= Problem to work on =
Character for character, transcribe the entries below, minus the images.

++++++

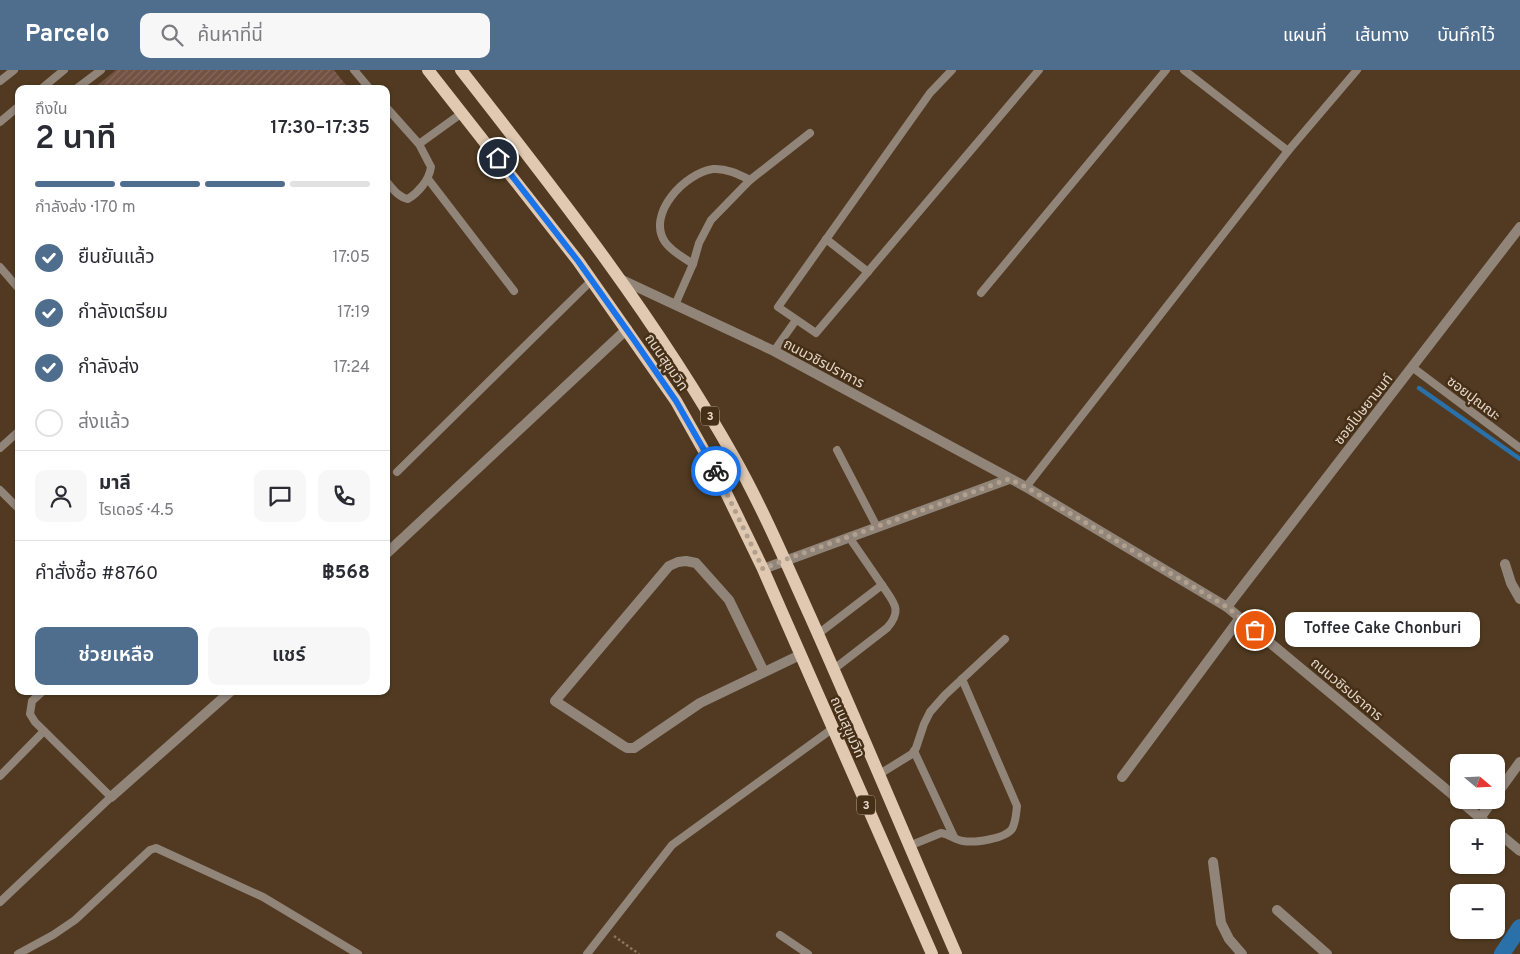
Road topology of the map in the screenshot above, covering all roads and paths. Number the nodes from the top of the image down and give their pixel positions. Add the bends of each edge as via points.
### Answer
1 (14, 70) edge
2 (64, 70) edge
3 (101, 70) edge
4 (354, 70) edge
5 (428, 70) edge
6 (461, 70) edge
7 (952, 70) edge
8 (1039, 70) edge
9 (1166, 70) edge
10 (1184, 70) edge
11 (1357, 70) edge
12 (1, 77) edge
13 (52, 85) edge
14 (81, 85) edge
15 (367, 85) edge
16 (15, 109) edge
17 (390, 111) edge
18 (462, 113) junction
19 (0, 122) edge
20 (810, 133) dead end
21 (419, 144) junction
22 (1288, 151) junction
23 (428, 179) junction
24 (750, 180) junction
25 (390, 186) edge
26 (1520, 227) edge
27 (826, 239) junction
28 (692, 264) junction
29 (0, 267) edge
30 (868, 272) junction
31 (592, 280) junction
32 (622, 280) junction
33 (15, 284) edge
34 (514, 290) dead end
35 (981, 293) dead end
36 (675, 305) junction
37 (796, 320) junction
38 (627, 329) junction
39 (774, 351) junction
40 (1412, 367) junction
41 (15, 435) edge
42 (0, 448) edge
43 (1520, 448) edge
44 (836, 450) dead end
45 (397, 472) dead end
46 (1009, 479) junction
47 (1026, 487) junction
48 (0, 490) edge
49 (15, 505) edge
50 (878, 527) junction
51 (849, 537) junction
52 (390, 550) edge
53 (784, 560) junction
54 (1505, 564) dead end
55 (763, 569) junction
56 (882, 585) junction
57 (1520, 599) edge
58 (1227, 607) junction
59 (1240, 618) junction
60 (818, 634) junction
61 (1005, 640) dead end
62 (800, 655) junction
63 (834, 669) junction
64 (764, 672) junction
65 (962, 679) junction
66 (39, 695) edge
67 (226, 695) edge
68 (832, 729) junction
69 (44, 731) junction
70 (914, 751) junction
71 (1520, 762) edge
72 (0, 776) edge
73 (878, 776) junction
74 (1122, 777) dead end
75 (1505, 783) edge
76 (1450, 793) edge
77 (111, 797) junction
78 (1470, 809) edge
79 (1486, 809) edge
80 (1480, 818) joint
81 (954, 838) junction
82 (1505, 838) edge
83 (909, 846) junction
84 (1520, 851) edge
85 (1213, 862) dead end
86 (0, 902) edge
87 (1277, 910) dead end
88 (606, 930) junction
89 (780, 935) dead end
90 (18, 954) edge
91 (358, 954) edge
92 (588, 954) edge
93 (639, 954) edge
94 (808, 954) edge
95 (932, 954) edge
96 (956, 954) edge
97 (1242, 954) edge
98 (1327, 954) edge

1 - 12 lane
2 - 13 lane
3 - 14 lane
4 - 15 lane
5 - 18 main road, ถนนสุขุมวิท / 3
6 - 32 main road, ถนนสุขุมวิท / 3
7 - 27 lane via 930,93
8 - 30 lane
9 - 35 lane
10 - 22 lane
11 - 22 lane
16 - 19 lane
17 - 21 lane
18 - 21 lane
18 - 31 main road, ถนนสุขุมวิท / 3
20 - 24 lane
21 - 23 lane via 431,167
22 - 47 lane
23 - 25 lane via 408,199 401,198
23 - 34 lane
24 - 28 lane via 711,220
24 - 28 lane via 723,169 710,170 672,193 665,205 661,231 665,242
26 - 40 street, ซอยโปษยานนท์
27 - 30 lane
27 - 37 lane via 778,307
28 - 36 lane
29 - 33 lane
30 - 37 lane via 816,333
31 - 38 main road, ถนนสุขุมวิท / 3
31 - 45 lane
32 - 36 street, ถนนวชิรปราการ
32 - 53 main road, ถนนสุขุมวิท / 3 via 695,389 736,461
36 - 39 street, ถนนวชิรปราการ
37 - 39 lane
38 - 52 street
38 - 55 main road, ถนนสุขุมวิท / 3 via 676,401 716,472
39 - 46 street, ถนนวชิรปราการ
40 - 43 lane, ซอยปุณณะ
40 - 58 street, ซอยโปษยานนท์
41 - 42 lane
44 - 50 lane
46 - 47 street, ถนนวชิรปราการ
46 - 50 street
47 - 58 street, ถนนวชิรปราการ
48 - 49 lane
50 - 51 street
51 - 53 street
51 - 56 lane
53 - 55 street
53 - 60 main road, ถนนสุขุมวิท / 3
54 - 57 street
55 - 62 main road, ถนนสุขุมวิท / 3
56 - 60 lane
56 - 63 lane via 896,605 893,621
58 - 59 street, ถนนวชิรปราการ
59 - 74 street
59 - 76 street, ถนนวชิรปราการ
60 - 63 main road, ถนนสุขุมวิท / 3
61 - 65 lane
62 - 64 street
62 - 68 main road, ถนนสุขุมวิท / 3
63 - 73 main road, ถนนสุขุมวิท / 3
64 - 64 street via 729,600 696,563 678,562 669,566 556,701 622,745 634,748 700,703
65 - 70 lane via 930,712
65 - 81 lane via 1017,806 1016,819 1004,836 976,842
66 - 69 lane via 32,701 30,714
67 - 77 street
68 - 88 lane via 672,845
68 - 95 main road, ถนนสุขุมวิท / 3
69 - 72 lane
69 - 77 lane
70 - 73 lane
70 - 81 lane
71 - 75 street
73 - 83 main road, ถนนสุขุมวิท / 3
77 - 86 lane
78 - 80 street, ถนนวชิรปราการ
79 - 80 street
81 - 83 lane via 941,833
82 - 84 street
83 - 96 main road, ถนนสุขุมวิท / 3
85 - 97 street via 1221,923
87 - 98 street
88 - 92 lane
88 - 93 path
89 - 94 lane
90 - 91 lane via 75,920 156,848 263,897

++++++

= Reply to the exercise =
Road topology of the map in the screenshot above, covering all roads and paths. Number the nodes from the top of the image down and give their pixel positions. Add the bends of each edge as via points.
### Answer
1 (14, 70) edge
2 (64, 70) edge
3 (101, 70) edge
4 (354, 70) edge
5 (428, 70) edge
6 (461, 70) edge
7 (952, 70) edge
8 (1039, 70) edge
9 (1166, 70) edge
10 (1184, 70) edge
11 (1357, 70) edge
12 (1, 77) edge
13 (52, 85) edge
14 (81, 85) edge
15 (367, 85) edge
16 (15, 109) edge
17 (390, 111) edge
18 (462, 113) junction
19 (0, 122) edge
20 (810, 133) dead end
21 (419, 144) junction
22 (1288, 151) junction
23 (428, 179) junction
24 (750, 180) junction
25 (390, 186) edge
26 (1520, 227) edge
27 (826, 239) junction
28 (692, 264) junction
29 (0, 267) edge
30 (868, 272) junction
31 (592, 280) junction
32 (622, 280) junction
33 (15, 284) edge
34 (514, 290) dead end
35 (981, 293) dead end
36 (675, 305) junction
37 (796, 320) junction
38 (627, 329) junction
39 (774, 351) junction
40 (1412, 367) junction
41 (15, 435) edge
42 (0, 448) edge
43 (1520, 448) edge
44 (836, 450) dead end
45 (397, 472) dead end
46 (1009, 479) junction
47 (1026, 487) junction
48 (0, 490) edge
49 (15, 505) edge
50 (878, 527) junction
51 (849, 537) junction
52 (390, 550) edge
53 (784, 560) junction
54 (1505, 564) dead end
55 (763, 569) junction
56 (882, 585) junction
57 (1520, 599) edge
58 (1227, 607) junction
59 (1240, 618) junction
60 (818, 634) junction
61 (1005, 640) dead end
62 (800, 655) junction
63 (834, 669) junction
64 (764, 672) junction
65 (962, 679) junction
66 (39, 695) edge
67 (226, 695) edge
68 (832, 729) junction
69 (44, 731) junction
70 (914, 751) junction
71 (1520, 762) edge
72 (0, 776) edge
73 (878, 776) junction
74 (1122, 777) dead end
75 (1505, 783) edge
76 (1450, 793) edge
77 (111, 797) junction
78 (1470, 809) edge
79 (1486, 809) edge
80 (1480, 818) joint
81 (954, 838) junction
82 (1505, 838) edge
83 (909, 846) junction
84 (1520, 851) edge
85 (1213, 862) dead end
86 (0, 902) edge
87 (1277, 910) dead end
88 (606, 930) junction
89 (780, 935) dead end
90 (18, 954) edge
91 (358, 954) edge
92 (588, 954) edge
93 (639, 954) edge
94 (808, 954) edge
95 (932, 954) edge
96 (956, 954) edge
97 (1242, 954) edge
98 (1327, 954) edge

1 - 12 lane
2 - 13 lane
3 - 14 lane
4 - 15 lane
5 - 18 main road, ถนนสุขุมวิท / 3
6 - 32 main road, ถนนสุขุมวิท / 3
7 - 27 lane via 930,93
8 - 30 lane
9 - 35 lane
10 - 22 lane
11 - 22 lane
16 - 19 lane
17 - 21 lane
18 - 21 lane
18 - 31 main road, ถนนสุขุมวิท / 3
20 - 24 lane
21 - 23 lane via 431,167
22 - 47 lane
23 - 25 lane via 408,199 401,198
23 - 34 lane
24 - 28 lane via 711,220
24 - 28 lane via 723,169 710,170 672,193 665,205 661,231 665,242
26 - 40 street, ซอยโปษยานนท์
27 - 30 lane
27 - 37 lane via 778,307
28 - 36 lane
29 - 33 lane
30 - 37 lane via 816,333
31 - 38 main road, ถนนสุขุมวิท / 3
31 - 45 lane
32 - 36 street, ถนนวชิรปราการ
32 - 53 main road, ถนนสุขุมวิท / 3 via 695,389 736,461
36 - 39 street, ถนนวชิรปราการ
37 - 39 lane
38 - 52 street
38 - 55 main road, ถนนสุขุมวิท / 3 via 676,401 716,472
39 - 46 street, ถนนวชิรปราการ
40 - 43 lane, ซอยปุณณะ
40 - 58 street, ซอยโปษยานนท์
41 - 42 lane
44 - 50 lane
46 - 47 street, ถนนวชิรปราการ
46 - 50 street
47 - 58 street, ถนนวชิรปราการ
48 - 49 lane
50 - 51 street
51 - 53 street
51 - 56 lane
53 - 55 street
53 - 60 main road, ถนนสุขุมวิท / 3
54 - 57 street
55 - 62 main road, ถนนสุขุมวิท / 3
56 - 60 lane
56 - 63 lane via 896,605 893,621
58 - 59 street, ถนนวชิรปราการ
59 - 74 street
59 - 76 street, ถนนวชิรปราการ
60 - 63 main road, ถนนสุขุมวิท / 3
61 - 65 lane
62 - 64 street
62 - 68 main road, ถนนสุขุมวิท / 3
63 - 73 main road, ถนนสุขุมวิท / 3
64 - 64 street via 729,600 696,563 678,562 669,566 556,701 622,745 634,748 700,703
65 - 70 lane via 930,712
65 - 81 lane via 1017,806 1016,819 1004,836 976,842
66 - 69 lane via 32,701 30,714
67 - 77 street
68 - 88 lane via 672,845
68 - 95 main road, ถนนสุขุมวิท / 3
69 - 72 lane
69 - 77 lane
70 - 73 lane
70 - 81 lane
71 - 75 street
73 - 83 main road, ถนนสุขุมวิท / 3
77 - 86 lane
78 - 80 street, ถนนวชิรปราการ
79 - 80 street
81 - 83 lane via 941,833
82 - 84 street
83 - 96 main road, ถนนสุขุมวิท / 3
85 - 97 street via 1221,923
87 - 98 street
88 - 92 lane
88 - 93 path
89 - 94 lane
90 - 91 lane via 75,920 156,848 263,897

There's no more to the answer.